MBDA Systems arbeitet an einem Lasersystem gegen Minidrohnen

(Bild: MBDA)

Lesezeit: 4 Min.
Von
  • Hans-Arthur Marsiske

Strahlenwaffen sind prägendes Element diverser Science-Fiction-Geschichten, seit Herbert George Wells 1898 in seinem Roman "Krieg der Welten" Marsbewohner die Erde mit einem Hitzestrahl angriffen. Mehr als hundert Jahre später steht diese Waffengattung nun kurz davor, auf realen Schlachtfeldern zum Einsatz zu kommen. Nachdem die Machbarkeit grundsätzlich nachgewiesen sei, könnten Laserwaffen in maximal fünf Jahren zur Produktreife gebracht werden, sagt Doris Laarmann vom Rüstungskonzern
MBDA Deutschland. Auf einer Forschungsveranstaltung in Bonn stellt sie jetzt den Stand der Entwicklung dar.

Anders als in vielen Zukunftsvisionen der fantastischen Literatur werden Laserstrahlen vorerst nicht gegen Menschen eingesetzt werden. Motor der Entwicklung war vielmehr zunächst das Bedürfnis, Angriffe mit Granaten abwehren zu können. In den jüngsten Jahren habe sich das Bedrohungsspektrum durch Mikrodrohnen erweitert, die ebenfalls mit Laserwaffen bekämpft werden können, schildert Laarmann. So ging bei einem Test im vergangenen Mai ein Quadrokopter in Flammen auf, nachdem er 3,4 Sekunden lang mit einem etwa 20 Kilowatt starken Laser bestrahlt worden war.

Die Leistung erreicht das von MBDA entwickelte System, indem es mehrere Single Mode Faserlaser mithilfe von Spiegeln zu einem Strahl vereint. Faserlaser sind ausgereift und kommerziell verfügbar, in ihrer Leistung jedoch begrenzt. Gegenwärtig liegt die Obergrenze bei etwa 10 Kilowatt. Das mag sich noch auf 20 Kilowatt steigern lassen, vermutet Laarmann, darüber hinaus sei aber auf lange Sicht keine Leistungssteigerung zu erwarten. Für die sichere Zerstörung von Granaten innerhalb der kurzen Flugzeit seien aber mindestens 120 Kilowatt erforderlich. Diese Stärke soll durch die "geometrische Kopplung" von entsprechend vielen Laserstrahlen erreicht werden.
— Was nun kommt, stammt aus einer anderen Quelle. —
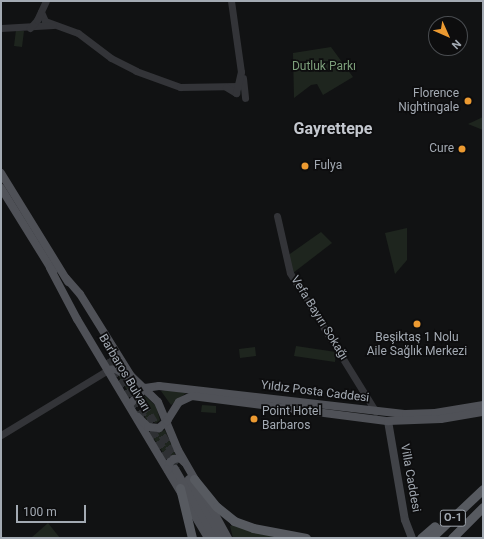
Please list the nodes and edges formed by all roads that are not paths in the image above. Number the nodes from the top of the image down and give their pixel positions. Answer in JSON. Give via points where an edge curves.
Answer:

Ein anderer Weg zur Leistungssteigerung ist die Verwendung einer anderen Laserquelle. So berichtete Jochen Speiser von Experimenten mit einem Scheibenlaser auf der 130 Meter langen Laserfreistrahlstrecke des Deutschen Zentrums für Luft- und Raumfahrt (DLR) in Lampoldshausen, bei denen mehrere Laser nach dem Masteroszillator-Prinzip (MOPA) mittels mehrerer Durchgänge durch die Scheiben kombiniert werden. Speiser erwartet eine maximale Leistung, die um eine Größenordnung höher liegt als beim Faserlaser. Es sei aber fraglich, ob dieser theoretische Wert auch in der Praxis erreicht werden könne. Bis 200 Kilowatt, die er als Zielvorgabe für die sichere Zerstörung von Granaten angibt, sei es jedenfalls noch ein weiter Weg.
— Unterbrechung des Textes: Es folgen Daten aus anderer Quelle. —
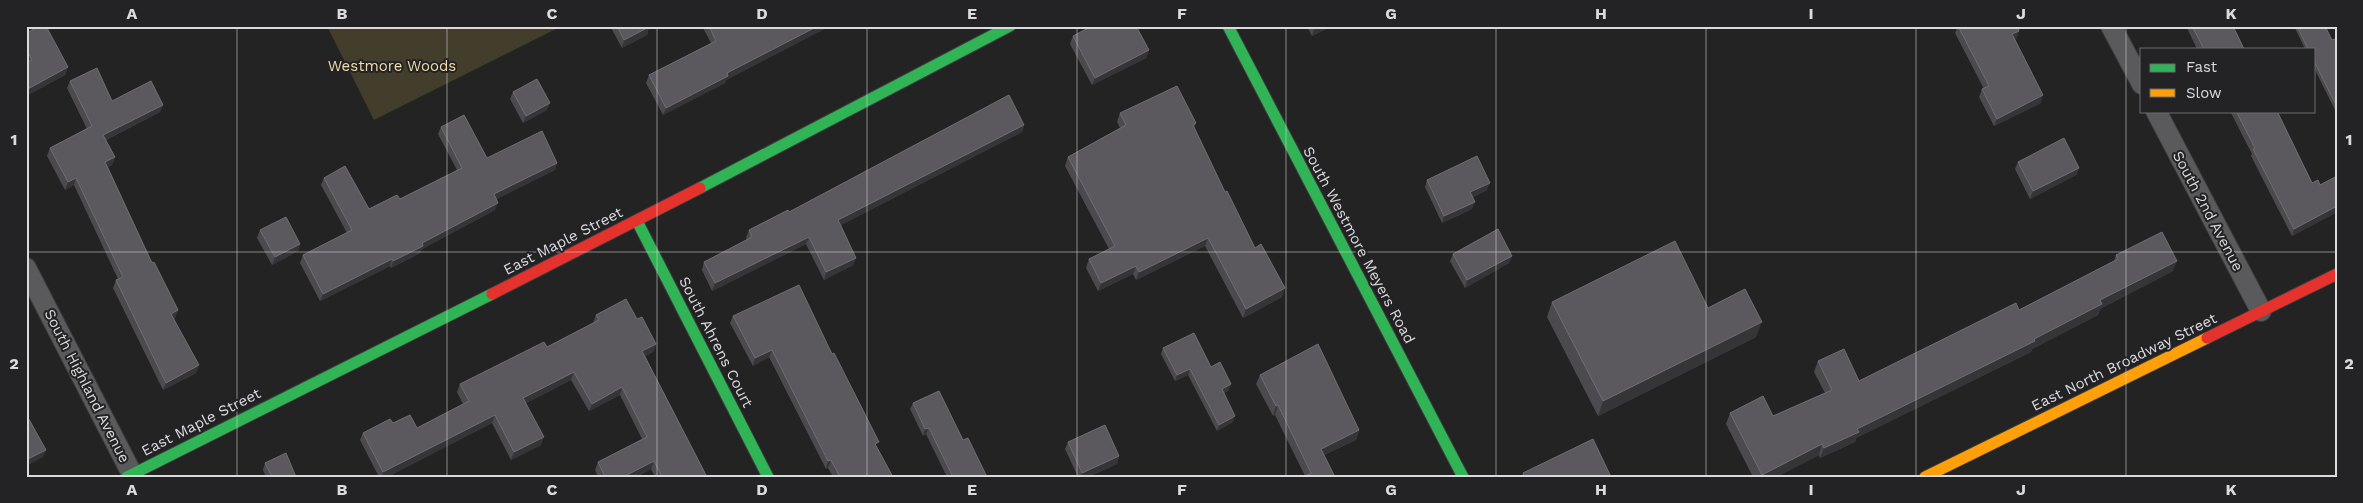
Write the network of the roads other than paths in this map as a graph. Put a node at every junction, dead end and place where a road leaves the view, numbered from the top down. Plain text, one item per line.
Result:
1 (1010, 26) edge
2 (1228, 26) edge
3 (2111, 26) edge
4 (2140, 80) edge
5 (2157, 112) edge
6 (637, 221) junction
7 (26, 268) edge
8 (2337, 274) edge
9 (2261, 311) junction
10 (131, 476) edge
11 (768, 477) edge
12 (1463, 477) edge
13 (1924, 477) edge

1 - 6 street, East Maple Street
2 - 12 street, South Westmore Meyers Road
3 - 4 street
5 - 9 street, South 2nd Avenue
6 - 10 street, East Maple Street
6 - 11 street, South Ahrens Court
7 - 10 street, South Highland Avenue
8 - 9 street, East North Broadway Street
9 - 13 street, East North Broadway Street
Forschung an Laserwaffen (13 Bilder)

Seit 30 Jahren forscht MBDA Systems an Lasern. Seit 2008 arbeitet das Unternehmen an einer Laserwaffe gegen Minidrohnen
(Bild: MBDA Systems)

Es ist ein Weg, den das Militär voraussichtlich allein wird gehen müssen. Denn für zivile Laseranwendungen gibt es auf absehbare Zeit wohl keine Motivation, die Leistung weiter zu steigern. Deutschland, das Doris Laarmann zufolge in dieser Technik gegenwärtig noch führt, könnte demnach nur an der Spitze bleiben, wenn die Bundeswehr verstärkt auf Strahlenwaffen setzt.
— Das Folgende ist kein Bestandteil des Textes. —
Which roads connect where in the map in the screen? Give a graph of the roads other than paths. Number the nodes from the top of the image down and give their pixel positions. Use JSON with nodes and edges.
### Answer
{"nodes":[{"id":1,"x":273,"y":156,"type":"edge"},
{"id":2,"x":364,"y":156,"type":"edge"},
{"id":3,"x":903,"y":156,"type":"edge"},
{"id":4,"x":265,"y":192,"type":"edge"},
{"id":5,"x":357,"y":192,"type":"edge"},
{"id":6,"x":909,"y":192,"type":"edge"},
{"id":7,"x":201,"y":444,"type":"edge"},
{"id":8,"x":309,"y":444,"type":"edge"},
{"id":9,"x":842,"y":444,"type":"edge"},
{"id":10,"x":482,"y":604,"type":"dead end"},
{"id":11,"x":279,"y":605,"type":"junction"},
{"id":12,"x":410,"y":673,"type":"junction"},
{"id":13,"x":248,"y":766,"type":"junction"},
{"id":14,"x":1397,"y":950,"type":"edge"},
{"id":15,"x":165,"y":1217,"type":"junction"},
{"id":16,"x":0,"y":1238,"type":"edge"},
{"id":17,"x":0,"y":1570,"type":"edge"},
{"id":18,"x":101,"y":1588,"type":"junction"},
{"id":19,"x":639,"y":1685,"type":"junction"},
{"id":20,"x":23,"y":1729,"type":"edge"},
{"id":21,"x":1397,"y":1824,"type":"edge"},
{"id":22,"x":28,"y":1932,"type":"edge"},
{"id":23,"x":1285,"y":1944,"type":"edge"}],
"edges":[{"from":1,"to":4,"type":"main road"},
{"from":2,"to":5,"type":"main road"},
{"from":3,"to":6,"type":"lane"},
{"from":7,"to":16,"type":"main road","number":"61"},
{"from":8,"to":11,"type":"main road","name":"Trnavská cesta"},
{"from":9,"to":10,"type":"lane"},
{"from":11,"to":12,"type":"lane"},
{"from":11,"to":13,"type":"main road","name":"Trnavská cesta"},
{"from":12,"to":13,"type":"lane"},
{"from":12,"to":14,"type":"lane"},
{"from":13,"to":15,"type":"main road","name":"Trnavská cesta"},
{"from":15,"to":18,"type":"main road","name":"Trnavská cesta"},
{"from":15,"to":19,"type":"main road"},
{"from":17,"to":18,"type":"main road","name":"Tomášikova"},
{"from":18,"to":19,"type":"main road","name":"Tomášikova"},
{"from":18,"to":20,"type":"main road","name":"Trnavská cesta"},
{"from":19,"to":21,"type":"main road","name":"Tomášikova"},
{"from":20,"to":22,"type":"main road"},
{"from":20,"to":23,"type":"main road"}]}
Die müssen allerdings nicht unbedingt nur auf Granaten und Drohnen gerichtet werden. Wolfgang Riede vom DLR-Institut für Technische Physik konzentrierte sich in seinem Vortrag zwar auf das präzise Verfolgen von bewegten Objekten mithilfe laseroptischer Systeme, wobei aber Weltraumschrott im erdnahen Orbit im Mittelpunkt stand. Dabei geht es zunächst darum, die Orbitaldaten dieser bis zu zehn Zentimeter kleinen Trümmerstücke genauer zu vermessen, von denen etwa 28.000 die Erde umkreisen und die Raumfahrt gefährden.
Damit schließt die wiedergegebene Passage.